Measuring TCR Affinity

TCR affinity to its cognate antigen-MHC complex is generally reported as the ratio of k_off and k_on rates, K_D: the equilibrium dissociation constant. In simple terms TCR-pMHC interactions with low K_D values (i.e. high affinity interactions) are typically associated with longer binding dwell times. Due to rapid dissociation (high k_off) of TCR-pMHC complex, it is often difficult to determine the affinity of TCR-pMHC interactions using conventional kinetic measurements. Generally, TCR-pMHC affinity is in the scale of micromolar range (1 to 300 µM), albeit with considerable variability (275, 286). Among several approaches which have been useful in characterising TCR-pMHC binding affinity, surface plasmon resonance (SPR), two-dimensional micropipette adhesion frequency assay (2D‐MP) (287, 288) and pMHC multimer-binding have demonstrated their wide applicability in physiological settings (Figure 3).

FIGURE 3

Figure 3 Measuring TCR affinity . (A) Surface plasmon resonance (SPR). SPR measures the equilibrium dissociation constant (K_D) of TCR-pMHC interactions in which pMHC is immobilized on a sensor surface and TCR molecules are injected in a continuous flow. Binding of TCR to pMHC results in a change of mass on the sensor surface and is recorded in a sensogram which is then used to calculate K_D. (B) Micropipette adhesion assay. This technique uses two probes, one that is stationary which contains a red blood cell (RBC) attached to a functionalized glass bead to act as the adhesion force transducer and a mobile force probe bearing a T cell coupled to a piezotranslator. During adhesion-retraction cycles carried out by the mobile probe, the deformation of the RBC, displacement of the glass bead and the force generated in each cycle is recorded. (C) Multimer staining. This technique enhances the binding avidity of TCR-pMHC by increasing the valency of the interaction, results in more stable multimeric TCR-pMHC complexes for efficient labelling and detection. To date numerous forms of pMHC multimers have been reported which includes tetramers, pentamers, octamers, and dextramers (289).

The usage of SPR to determine TCR-pMHC affinity dates back three decades (290, 291).
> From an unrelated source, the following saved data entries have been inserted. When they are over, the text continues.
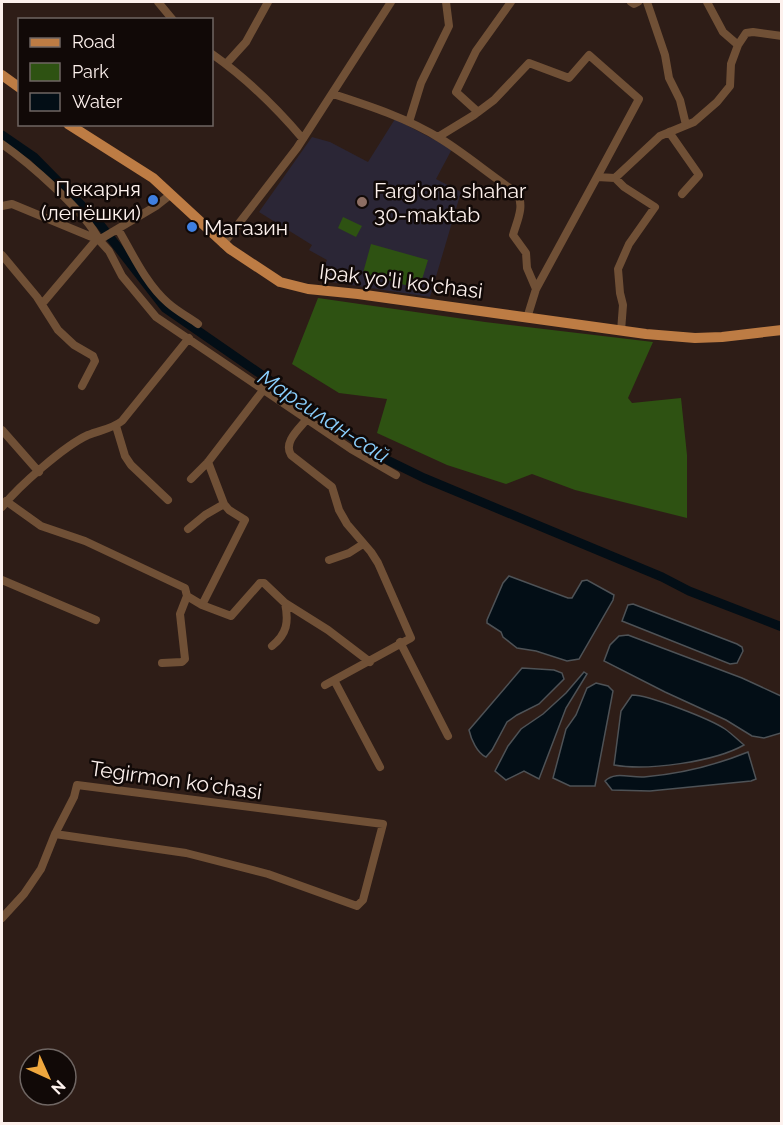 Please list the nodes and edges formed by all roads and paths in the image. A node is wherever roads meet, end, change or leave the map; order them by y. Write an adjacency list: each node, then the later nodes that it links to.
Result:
1 (158, 2): 10 (street)
2 (268, 2): 14 (street)
3 (391, 2): 17 (street)
4 (446, 2): 19 (street)
5 (512, 2): 18 (street)
6 (631, 2): 7 (street)
7 (638, 2)
8 (647, 2): 20 (street)
9 (707, 2): 12 (street)
10 (171, 18)
11 (782, 36): 12 (street)
12 (738, 45): 20 (street)
13 (213, 55): 14 (street)
14 (226, 64): 24 (street)
15 (2, 75): 16 (main road)
16 (18, 87)
17 (333, 94): 19 (street); 24 (street)
18 (478, 112): 23 (street); 26 (street)
19 (410, 122): 23 (street)
20 (686, 125): 22 (street)
21 (71, 126): 29 (main road, Ipak yo'li ko'chasi)
22 (669, 132): 27 (street); 28 (street)
23 (438, 137): 36 (street)
24 (303, 139): 33 (street)
25 (2, 144): 32 (street)
26 (597, 177): 27 (street); 36 (street)
27 (615, 178): 41 (street)
28 (682, 194)
29 (170, 195): 31 (street); 33 (main road, Ipak yo'li ko'chasi)
30 (2, 206): 32 (street)
31 (118, 229): 32 (street); 39 (street)
32 (98, 240): 37 (street); 42 (street)
33 (223, 243): 38 (main road, Ipak yo'li ko'chasi)
34 (2, 255): 35 (street)
35 (5, 266): 37 (street)
36 (536, 288): 38 (street)
37 (42, 304): 43 (street)
38 (527, 318): 41 (main road, Ipak yo'li ko'chasi)
39 (198, 324)
40 (782, 330): 41 (main road, Ipak yo'li ko'chasi)
41 (621, 331)
42 (189, 338): 44 (street); 46 (street)
43 (82, 386)
44 (264, 389): 45 (street); 48 (street)
45 (307, 419): 50 (street); 56 (street)
46 (116, 426): 49 (street); 52 (street)
47 (2, 430): 49 (street)
48 (208, 462): 51 (street); 54 (street)
49 (39, 472): 53 (street)
50 (396, 475)
51 (191, 479)
52 (168, 500)
53 (4, 504): 59 (street)
54 (224, 504): 55 (street); 61 (street)
55 (188, 530)
56 (363, 544): 57 (street); 63 (street)
57 (329, 560)
58 (2, 580): 62 (street)
59 (187, 596): 61 (street); 66 (street)
60 (285, 603): 61 (street); 64 (street); 65 (street)
61 (202, 605)
62 (96, 620)
63 (400, 642): 65 (street); 69 (street)
64 (272, 646)
65 (370, 662): 67 (street)
66 (162, 663)
67 (334, 680): 68 (street); 70 (street)
68 (325, 685)
69 (448, 736)
70 (380, 768)
71 (55, 834): 71 (street, Tegirmon koʻchasi); 72 (street)
72 (2, 918)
SPR measures a signal that correlates to a change in mass on a sensor-surface (i.e. sensor chip) where the binding partner, in this case pMHC molecules are immobilized on the senor-surface and TCR molecules flown over to bind (Figure 3A). SPR offers much lower sample requirement and versatility over earlier techniques like isothermal titration calorimetry (ITC), but with some drawbacks which have been reviewed elsewhere (292, 293). While SPR provides the means of directly measuring TCR-pMHC binding affinity, in physiological settings, the TCR is also attached to a surface where several other receptor–ligand interactions would take place simultaneously. Moreover, SPR would not account for the forces introduced with bystander TCRs, auxiliary receptors, cell adhesion molecules and membrane fluctuations which overall can modify TCR-pMHC binding affinity. Hence, measuring functional TCR-pMHC binding affinity in native cell membrane environment would be more physiologically relevant (288).
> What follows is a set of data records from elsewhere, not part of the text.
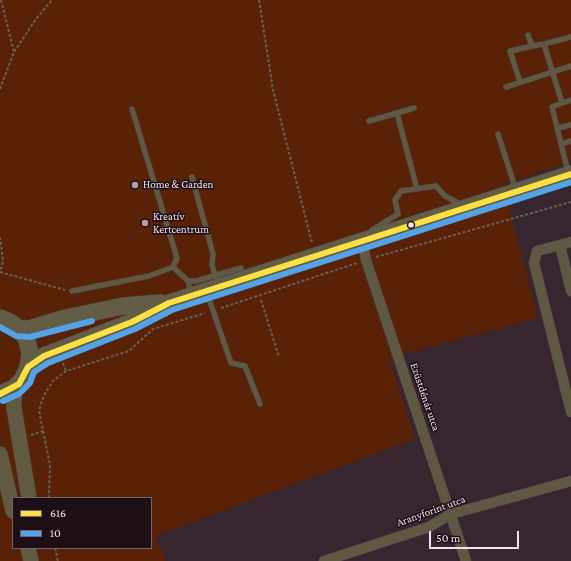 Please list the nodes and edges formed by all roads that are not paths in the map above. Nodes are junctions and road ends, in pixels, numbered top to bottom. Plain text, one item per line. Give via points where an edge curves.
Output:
1 (528, 35) dead end
2 (571, 37) edge
3 (544, 44) junction
4 (532, 46) junction
5 (571, 66) edge
6 (552, 71) junction
7 (520, 82) junction
8 (506, 87) dead end
9 (571, 100) edge
10 (562, 103) junction
11 (414, 108) dead end
12 (132, 109) dead end
13 (397, 113) junction
14 (369, 121) dead end
15 (571, 125) edge
16 (558, 128) junction
17 (498, 134) dead end
18 (571, 141) edge
19 (561, 144) junction
20 (570, 175) edge
21 (192, 177) dead end
22 (417, 189) junction
23 (517, 192) junction
24 (467, 207) junction
25 (571, 242) edge
26 (356, 243) junction
27 (560, 245) junction
28 (173, 267) junction
29 (241, 268) dead end
30 (204, 286) junction
31 (72, 291) road end
32 (571, 291) edge
33 (169, 303) junction
34 (0, 318) edge
35 (19, 329) junction
36 (28, 367) junction
37 (7, 391) edge
38 (260, 404) dead end
39 (571, 412) edge
40 (0, 454) edge
41 (571, 481) edge
42 (29, 497) edge
43 (12, 507) edge
44 (452, 514) junction
45 (28, 549) edge
46 (31, 561) edge
47 (324, 561) edge
48 (466, 561) edge

1 - 4 lane
2 - 3 lane
3 - 4 lane
3 - 6 lane
4 - 7 lane via 510,51
5 - 6 lane
6 - 7 lane
6 - 10 lane
7 - 8 lane
9 - 10 lane
10 - 16 lane via 552,106
11 - 13 lane
12 - 28 lane via 177,258
13 - 14 lane
13 - 22 lane
15 - 16 lane
16 - 19 lane
17 - 23 lane
18 - 19 lane
19 - 20 lane
20 - 23 main road
21 - 30 lane via 212,254 212,265
22 - 24 lane via 436,186 445,196
22 - 26 lane via 401,191 395,200 398,214
23 - 24 main road
24 - 26 main road
25 - 27 street
26 - 30 main road
26 - 44 street, Ezüstdénár utca via 366,260
27 - 32 street
27 - 39 street via 537,251 534,263
28 - 30 lane
28 - 31 lane via 149,276
29 - 30 lane
30 - 33 main road
30 - 38 lane via 231,363 245,366
33 - 35 main road via 123,306 29,329
33 - 36 main road via 132,322 44,356
34 - 35 main road
35 - 36 main road via 29,347
36 - 37 main road via 23,379
37 - 42 street via 14,408
40 - 43 street
41 - 44 street, Aranyforint utca
44 - 47 street, Aranyforint utca via 429,527
44 - 48 street, Ezüstdénár utca
45 - 46 street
When predicting TCR-pMHC affinity in the context of T cell-APC interactions, the 2D micropipette adhesion assay (2D-MP) technique has proven to be useful. In 2D-MP, a human red blood cell (RBC) decorated with the ligand of interest acts as a sensor for measuring adhesion kinetics with the cell of interest expressing the cognate receptor (Figure 3B) (294). A micromanipulation device is used to bring these two cells into close proximity, in a tightly controlled environment enabling receptor–ligand binding. These binding events are captured as the degree of deformation of RBC membrane when the T cell is pulled away. These adhesion cycles were repeated and then translated into a binding curve which allows the calculation of binding kinetics for a given receptor–ligand interaction in two-dimensional space. By measuring affinity in the native membrane environment of a receptor, this method provides more physiologically relevant binding kinetics that have more applicability in cell biology. A modified version of 2D-MP known as the fluorescence biomembrane force probe (fBFP) uses osmolarity adjusted human red blood cell attached to a functionalized glass bead to act as the adhesion force transducer (Figure 3B) (237). This technique combined with single-molecule force spectroscopy and fluorescence microscopy enables the measurement of singular receptor–ligand binding event kinetics. Both 2D-MP and fBFP have measured much faster off-rates for TCR-pMHC interactions [30–8,300 fold faster (287)] than reported by 3D kinetic measurements derived from SPR. It should be noted that rapid 2D off-rates obtained for TCR-pMHC do not necessarily correlate with the rapid off-rates in 3D, indicating kinetics of TCR-pMHC interactions including off-rates and antigen-peptide affinity differ substantially from 2D to 3D space. A major drawback of these techniques is their requirement for highly specialized equipment to measure cellular level kinetics. This limits their usage in predicting population level kinetics during T cell-APC interactions.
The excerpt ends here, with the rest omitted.